Search for U.S. soldier ventures into Sadr City
The Washington Post
BAGHDAD, Iraq &
U.S. and Iraqi forces returned to Sadr City on Friday to search the Shiite Muslim slum for a missing U.S. soldier, occasionally engaging in gun battles with members of local militias during their hunt.
The soldier, an Iraqi-born translator whose name has not been released, was abducted by gunmen in Karrada, a middle-class Shiite neighborhood in central Baghdad, while visiting relatives on Monday, the start of the Muslim holiday of Eid al-Fitr, according to the U.S. military. U.S. soldiers rarely, if ever, are allowed to wander alone on the streets of Baghdad, and the visit had not been approved, military officials said.
U.S. and Iraqi forces have conducted an intense hunt across Baghdad, searching cars at checkpoints, going door to door and raiding areas where they think he might be held.
In an interview with Reuters news service Thursday, Iraqi Prime Minister Nouri al-Maliki said the soldier's brother was kidnapped with him but had been released.
"The brother who was released said he had been abducted by the Mahdi Army," Maliki said, referring to the militia headed by Muqtada al-Sadr, an anti-U.S. cleric. "But we don't know what the Mahdi Army means anymore."
The militia, which has clashed with U.S. troops on several occasions, is accused of being behind death squads that have slaughtered thousands of Sunni Arabs. Many analysts say they believe that rogue units of the militia may no longer be under Sadr's control, and Maliki said in the interview that some Sunnis now operate in the name of the Mahdi Army.
Sadr's political movement is a key member of Maliki's governing Shiite coalition, and U.S. officials have expressed frustration that he has not done more to disarm the group.
"We asked the Sadr movement to look" for the missing soldier, Maliki said, "and they swear they know nothing."
On Wednesday, U.S. troops launched two raids in Sadr City, a teeming Baghdad slum and home to 2.5 million Shiites, many of whom are Sadr loyalists.
"We are conducting operations in search of the soldier, but there are many other operations as well, and we don't want to identify any people as targets" because it could tip them off, said Lt. Col. Christopher Garver, a U.S. military spokesman.

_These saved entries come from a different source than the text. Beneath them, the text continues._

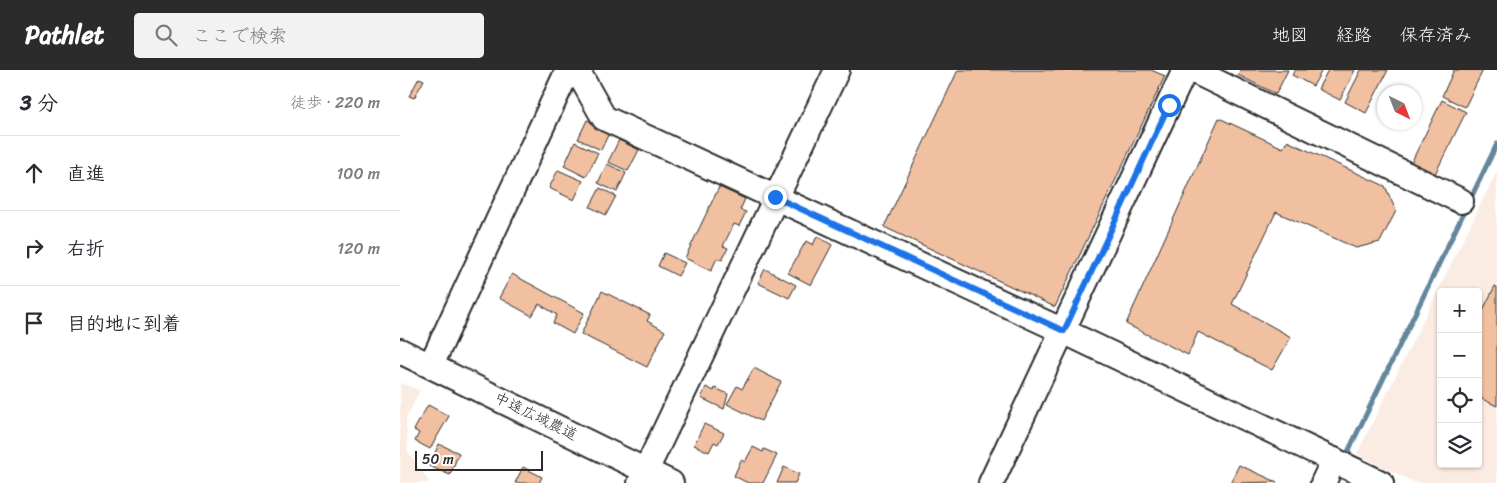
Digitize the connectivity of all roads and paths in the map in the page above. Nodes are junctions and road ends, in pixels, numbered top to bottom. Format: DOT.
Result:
graph roads {
  1 [pos="568,70"];
  2 [pos="577,70"];
  3 [pos="838,70"];
  4 [pos="1185,70"];
  5 [pos="1192,70"];
  6 [pos="775,197"];
  7 [pos="1461,201"];
  8 [pos="1064,331"];
  9 [pos="400,351"];
  10 [pos="431,364"];
  11 [pos="1334,460"];
  12 [pos="643,477"];
  13 [pos="671,483"];
  14 [pos="991,483"];
  15 [pos="1323,483"];
  16 [pos="1381,483"];
  1 -- 10 [label="street"];
  2 -- 6 [label="street"];
  3 -- 6 [label="street"];
  4 -- 8 [label="street"];
  5 -- 7 [label="street"];
  6 -- 8 [label="street"];
  6 -- 12 [label="street"];
  8 -- 11 [label="street"];
  8 -- 14 [label="street"];
  9 -- 10 [label="street, 中遠広域農道"];
  10 -- 12 [label="street, 中遠広域農道"];
  11 -- 15 [label="street"];
  11 -- 16 [label="street"];
  12 -- 13 [label="street, 中遠広域農道"];
}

On Thursday, U.S. soldiers blocked entrances to Sadr City with armored vehicles, sandbags and concertina wire. Traffic backed up in both directions for hours as soldiers waved cars through one at a time for searches. .
"They turned Sadr City to hell these last three days," said Abdul Hameed Swadi, waiting in the jam of cars outside one of the bridges into Sadr City.
"Why are we waiting like this?" a woman cloaked in a black robe yelled to an Iraqi soldier standing with the Americans.
"It's an order from the Americans," the Iraqi soldier said.
"You are in the Iraqi army," she yelled back. "What kind of army are you?"
An Iraqi Interior Ministry spokesman said the Friday incursion into Sadr City targeted the Zahraa mosque and Hakim High School. He said gunfights erupted between members of the Mahdi Army and U.S. troops, and that U.S. planes targeted the two buildings and destroyed them. He said it was unclear whether there were casualties. The account could not be independently verified.
Meanwhile, in an apparent effort to tamp down reports of disagreement between the United States and Iraq over timelines and benchmarks for progress in Iraq, Maliki and U.S. Ambassador Zalmay Khalilzad issued a rare joint news release late Friday, saying they were "committed to working together to respond to the needs of the people."
"The Iraqi government has made clear the issues that must be resolved with timelines for them to take positive steps forward on behalf of the Iraqi people," the statement said, without elaborating on what issues would be subject to timelines. Maliki had previously said he did not want timelines imposed on his government by the United States.
Also Friday, the U.S. military announced that a soldier who was killed in Diyala province on Thursday was the 97th U.S. fatality of the month, making October the deadliest month for U.S. forces in Iraq since January 2005, when 106 service members died.
Correspondent Ellen Knickmeyer and Washington Post staff in Kirkuk and Baghdad contributed to this report.